Reuben looked at the paper.

"Yes, sir; I believe she does."

"Well, my lad," the squire said, "you must acknowledge that the case looks very ugly against you. You are known to have borne bad feelings against the dog; naturally enough, I admit. A boy about your size was seen by Robert in the dark, coming out of the gate; and that he was there for no good purpose is proved by the fact that he ran away when spoken to. A quarter of an hour later, the dog dies of poison. That poison you certainly could get at home and, by your own admission, you were out and about at the time the dog was poisoned. The case looks very bad against you."

"I don't care how bad it looks," Reuben said, passionately. "It wasn't me, squire, if that were the last word I ever had to speak."

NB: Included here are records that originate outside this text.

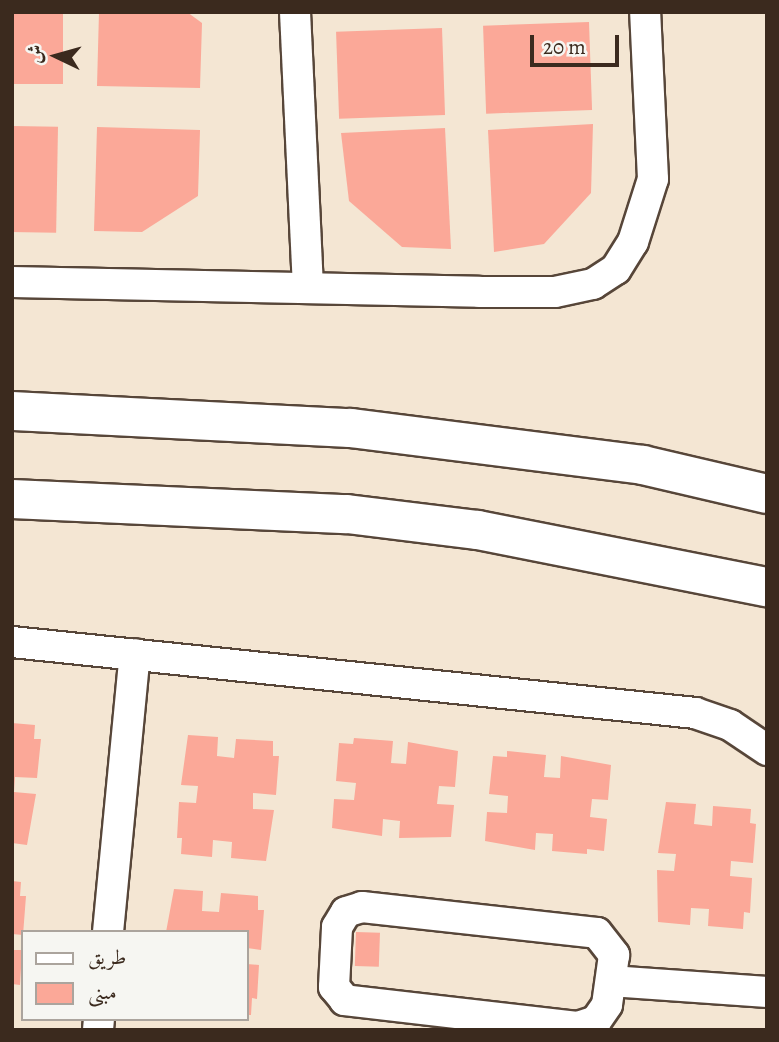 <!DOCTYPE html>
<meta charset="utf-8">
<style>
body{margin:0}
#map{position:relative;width:779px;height:1042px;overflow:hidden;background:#f4e6d3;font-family:Alegreya,Amiri,serif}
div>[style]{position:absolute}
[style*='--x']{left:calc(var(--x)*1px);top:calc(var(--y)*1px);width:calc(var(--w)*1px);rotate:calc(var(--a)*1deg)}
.building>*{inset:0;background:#fba898;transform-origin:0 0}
.roads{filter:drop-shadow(2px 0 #574639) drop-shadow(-2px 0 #574639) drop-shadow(0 2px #574639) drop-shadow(0 -2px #574639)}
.minor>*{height:30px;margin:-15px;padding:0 15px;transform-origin:15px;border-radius:15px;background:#fff}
.secondary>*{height:38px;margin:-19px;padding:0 19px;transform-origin:19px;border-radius:19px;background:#fff}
span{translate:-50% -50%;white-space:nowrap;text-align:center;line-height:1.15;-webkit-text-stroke:5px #f6f6f2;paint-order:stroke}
.frame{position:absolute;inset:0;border:14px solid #3b2a1e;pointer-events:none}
.legend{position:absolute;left:21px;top:930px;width:228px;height:91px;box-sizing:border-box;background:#f6f6f2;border:2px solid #aba49d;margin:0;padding:9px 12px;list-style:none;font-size:21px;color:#3b2a1e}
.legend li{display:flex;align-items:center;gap:14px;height:35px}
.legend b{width:35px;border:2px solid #aba49d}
.north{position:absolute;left:21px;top:21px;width:70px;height:70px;-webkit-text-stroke:5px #f6f6f2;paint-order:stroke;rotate:275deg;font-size:19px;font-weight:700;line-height:28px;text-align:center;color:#3b2a1e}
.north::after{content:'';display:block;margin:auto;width:24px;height:32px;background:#3b2a1e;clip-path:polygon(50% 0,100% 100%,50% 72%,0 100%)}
.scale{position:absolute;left:530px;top:35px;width:89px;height:32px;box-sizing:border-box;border:4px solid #3b2a1e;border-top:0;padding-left:9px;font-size:21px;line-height:24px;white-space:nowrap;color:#3b2a1e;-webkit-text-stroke:5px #f6f6f2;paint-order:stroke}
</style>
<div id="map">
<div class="building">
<i style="left:12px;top:12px;width:51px;height:72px"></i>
<i style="clip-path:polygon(99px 12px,187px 12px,202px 23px,200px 88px,97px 86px)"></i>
<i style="left:589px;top:22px;width:88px;height:106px;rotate:88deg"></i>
<i style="left:442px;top:28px;width:87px;height:106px;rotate:88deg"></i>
<i style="clip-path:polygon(593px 124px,591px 193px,544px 244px,494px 252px,488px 130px)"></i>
<i style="left:12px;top:126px;width:46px;height:106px;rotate:1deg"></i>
<i style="clip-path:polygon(97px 127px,200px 130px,198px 196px,142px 232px,94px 231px)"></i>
<i style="clip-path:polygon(445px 128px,451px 249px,402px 247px,349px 201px,341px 133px)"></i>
<i style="clip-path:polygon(12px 723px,35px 725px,34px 739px,41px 739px,37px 778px,15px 777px,14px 792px,36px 794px,27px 845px,12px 843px)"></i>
<i style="clip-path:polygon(188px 735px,218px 737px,217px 756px,234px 758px,236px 739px,273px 741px,273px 756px,279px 756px,276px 795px,253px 793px,253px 809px,274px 810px,266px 861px,231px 858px,232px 842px,213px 840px,212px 857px,181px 854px,182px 838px,177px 838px,179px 802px,196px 803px,198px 786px,181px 785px)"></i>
<i style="clip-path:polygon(354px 738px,393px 741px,391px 763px,406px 764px,408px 742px,458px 751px,455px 787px,439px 786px,437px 804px,454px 805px,451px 837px,399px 838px,400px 821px,383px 819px,382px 836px,332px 828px,334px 799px,354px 800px,356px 783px,336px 781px,339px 743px,353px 744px)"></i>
<i style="clip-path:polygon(507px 751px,546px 755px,544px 777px,560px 778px,561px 756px,611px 765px,608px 800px,592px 799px,590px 817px,607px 819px,604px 851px,587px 849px,587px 854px,552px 851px,553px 834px,536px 833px,535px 850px,485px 841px,487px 812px,507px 813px,508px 796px,489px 794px,493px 756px,507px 757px)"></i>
<i style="clip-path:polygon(666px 802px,696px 804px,694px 824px,712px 826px,713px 806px,751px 809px,750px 823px,756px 824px,753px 863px,731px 861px,730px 876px,752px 878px,750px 913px,744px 912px,743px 929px,708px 926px,709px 909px,691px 908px,690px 925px,658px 922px,657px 870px,674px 871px,676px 854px,658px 853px)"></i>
<i style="clip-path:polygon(12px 881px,21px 882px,20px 896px,26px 896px,23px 935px,12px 934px)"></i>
<i style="clip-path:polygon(174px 889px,203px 891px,202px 911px,219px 912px,221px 893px,258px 896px,258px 910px,264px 910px,261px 950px,247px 948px,247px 932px,166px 932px)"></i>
<i style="left:356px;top:932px;width:24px;height:34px;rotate:2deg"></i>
<i style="clip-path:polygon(12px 950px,22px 950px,20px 985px,12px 984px)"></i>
<i style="clip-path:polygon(247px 964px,259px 965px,257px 999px,252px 998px,251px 1015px,247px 1015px)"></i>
</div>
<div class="roads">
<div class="minor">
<i style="--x:295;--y:12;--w:276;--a:87.3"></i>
<i style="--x:12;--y:282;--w:467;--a:1.2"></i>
<i style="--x:479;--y:292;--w:76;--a:0"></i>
<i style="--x:555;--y:292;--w:39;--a:-12"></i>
<i style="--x:593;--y:284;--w:27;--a:-33"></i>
<i style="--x:616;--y:269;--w:32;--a:-58"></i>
<i style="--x:633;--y:242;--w:66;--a:-72.4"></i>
<i style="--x:653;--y:179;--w:167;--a:-92.7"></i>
<i style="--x:12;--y:642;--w:687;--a:5.93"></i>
<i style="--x:695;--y:713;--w:37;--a:19"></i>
<i style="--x:730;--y:725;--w:45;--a:34"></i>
<i style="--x:362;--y:907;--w:236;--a:6.3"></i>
<i style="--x:597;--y:933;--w:28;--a:52"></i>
<i style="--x:614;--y:955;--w:50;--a:98"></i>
<i style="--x:607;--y:1005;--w:19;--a:125"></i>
<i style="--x:596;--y:1021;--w:20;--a:162"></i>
<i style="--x:577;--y:1027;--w:234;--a:-173.4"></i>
<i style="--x:345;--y:1000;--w:17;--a:-130"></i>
<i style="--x:334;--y:987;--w:60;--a:-87.1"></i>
<i style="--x:337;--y:927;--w:17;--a:-59"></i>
<i style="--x:346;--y:912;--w:17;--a:-17"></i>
<i style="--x:108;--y:932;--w:279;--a:-84.5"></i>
<i style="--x:611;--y:981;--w:156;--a:4"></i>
<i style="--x:98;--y:1030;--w:11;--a:-85"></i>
</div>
<div class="secondary">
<i style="--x:12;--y:411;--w:339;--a:2.9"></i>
<i style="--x:351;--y:428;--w:294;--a:7.2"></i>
<i style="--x:643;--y:465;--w:127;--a:13.2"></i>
<i style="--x:12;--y:499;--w:335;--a:2.6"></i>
<i style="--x:347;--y:514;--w:132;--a:7"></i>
<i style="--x:478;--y:530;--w:295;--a:11.2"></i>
</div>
</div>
<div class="frame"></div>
<ul class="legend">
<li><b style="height:9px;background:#fff"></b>طريق</li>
<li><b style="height:19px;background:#fba898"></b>مبنى</li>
</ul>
<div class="north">ش</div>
<div class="scale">20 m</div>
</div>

"Very well," the squire said coldly. "In my mind, the evidence is overwhelming against you. I have no intention of pursuing the matter further; nor will I, for your father's and mother's sake, bring public disgrace upon you; but of course I shall not retain you here further, nor have anything to do with you, in the future."

Without a word, Reuben turned and left the room. Had he spoken, he would have burst into a passion of tears. With a white face, he walked through the village and entered his mother's shop.

"What? Back again, Reuben?" she said. "I thought your leg was too bad to work."

"It isn't my leg, mother," he said, in a choking voice. "The squire has dismissed me. He says I have poisoned his dog."

"Says you poisoned his dog, Reuben! Whatever put such an idea into his head?"

"The coachman saw a boy coming out of the yard, at a quarter past eight last night. It was too dark for him to say for certain, but he thought it was me. A quarter of an hour later the dog died of poison, and this morning they picked up a cover of one of those rat powders you sell. I couldn't say where I was at a quarter past eight, when the coachman saw the boy; for as you know, mother, I told you I had walked out a bit, after I came out from the school, to get the stiffness out of my leg. So, altogether, the squire has made up his mind 'tis me, and so he has sent me away."

Reuben had summed up the points against himself in a broken voice, and now broke into a passion of tears. His mother tried in vain to pacify him; but indeed her own indignation, at her boy being charged with such a thing, was so great that she could do little to console him.

"It's shameful!" she exclaimed, over and over again. "I call it downright wicked of the squire to suspect you of such a thing."

"Well, mother, it does look very bad against me," Reuben said, wiping his eyes at last, "and I don't know as the squire is so much to be blamed for suspecting me. I know and you know that it wasn't me; but there's no reason why the squire should know it. Somebody has poisoned his dog, and that somebody is a boy. He knows that I was unfriendly with the dog so, putting things together, I don't see as he could help suspecting me, and only my word the other way. It seems to me as if somebody must have done it to get me in a row, for I don't know that the dog had bit anyone else. If it is anyone, I expect it's Tom Thorne. He has never been friends with me, since that affair of the school window."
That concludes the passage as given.